In this way, compared to the sound generated when an acoustic drum is struck, in the sound whose volume is reduced by provision of the sound absorbing material 7 or the striking head 3 made of a fabric, high frequency components are reduced. Accordingly, the timbre synthesizer 11d is configured to amplify the components of a predetermined frequency (1 kHz) or higher in the microphone signal S2 of the microphones 9a and 9b, and then mix the microphone signal S2 with the waveform data read from the CPU 11b. Accordingly, the timbre of acoustic drums can be reproduced using the musical tone processed by the timbre synthesizer 11d.
As described above, since a space where the microphone 9a is arranged and a space where the microphone 9b is arranged are partitioned from each other by the sound absorbing material 7, the sound generated when the striking head 3 is struck and the resonance sound of the resonance head 4 are less likely to interfere with each other. Accordingly, the sound generated from the striking head 3 or the resonance head 4 can be collected by the microphones 9a and 9b with reduced noise. Since the microphone signal S2 with reduced noise is output to the timbre synthesizer 11d, the timbre of acoustic drums can be reproduced by the musical tone processed by the timbre synthesizer 11d.

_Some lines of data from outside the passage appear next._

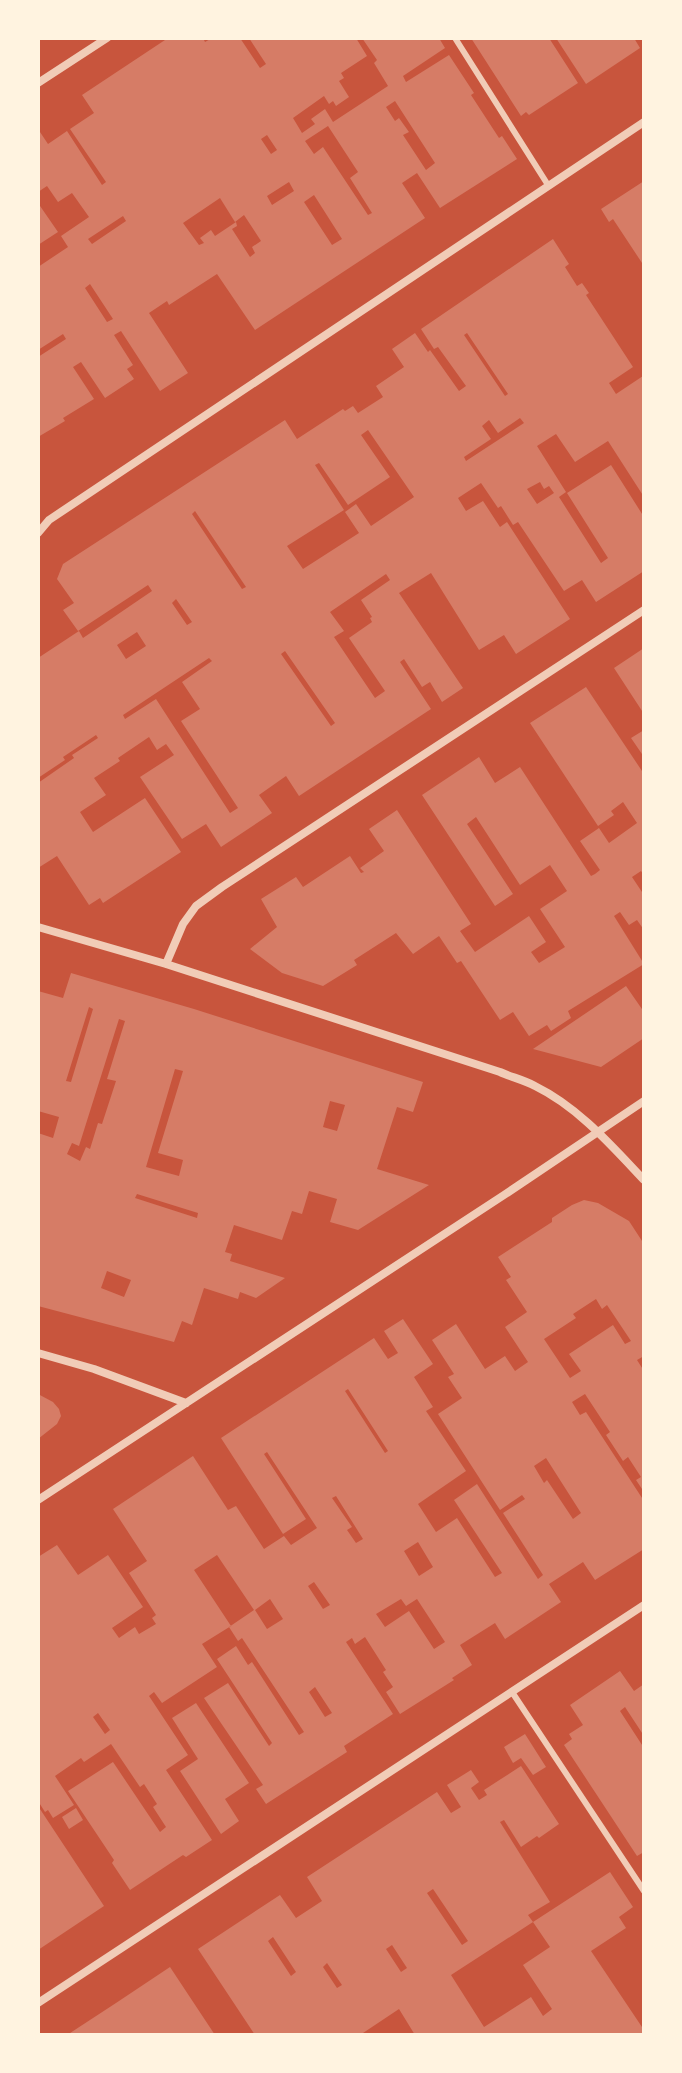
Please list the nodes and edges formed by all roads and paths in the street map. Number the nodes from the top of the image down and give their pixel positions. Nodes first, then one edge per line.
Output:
1 (107, 38) edge
2 (455, 38) edge
3 (38, 83) edge
4 (644, 122) edge
5 (548, 185) junction
6 (38, 533) edge
7 (644, 610) edge
8 (38, 927) edge
9 (166, 964) junction
10 (644, 1101) edge
11 (598, 1131) junction
12 (644, 1180) edge
13 (38, 1353) edge
14 (186, 1403) junction
15 (38, 1500) edge
16 (644, 1605) edge
17 (512, 1692) junction
18 (644, 1891) edge
19 (38, 2003) edge

1 - 3 street
2 - 5 lane
4 - 5 street
5 - 6 street
7 - 9 street
8 - 9 street
9 - 11 street
10 - 11 street
11 - 12 street
11 - 14 street
13 - 14 street
14 - 15 street
16 - 17 street
17 - 18 lane
17 - 19 street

In the present embodiment, the microphones 9a and 9b are provided to separately collect the sound from the striking head 3 and the sound from the resonance head 4. It is particularly effective to provide the microphone 9b on the resonance head 4 side in a case where the percussion instrument 1 simulates a snare drum, that is, a case where a snare wire (not illustrated) is attached to the resonance head 4. By the microphone 9b collecting the sound of the resonance head 4 to which the snare wire is attached, the sound of the snare wire and the sound of the striking head 3 can be separately collected. Accordingly, for example, the volume of the snare wire and the volume of the striking head 3 can be independently adjusted.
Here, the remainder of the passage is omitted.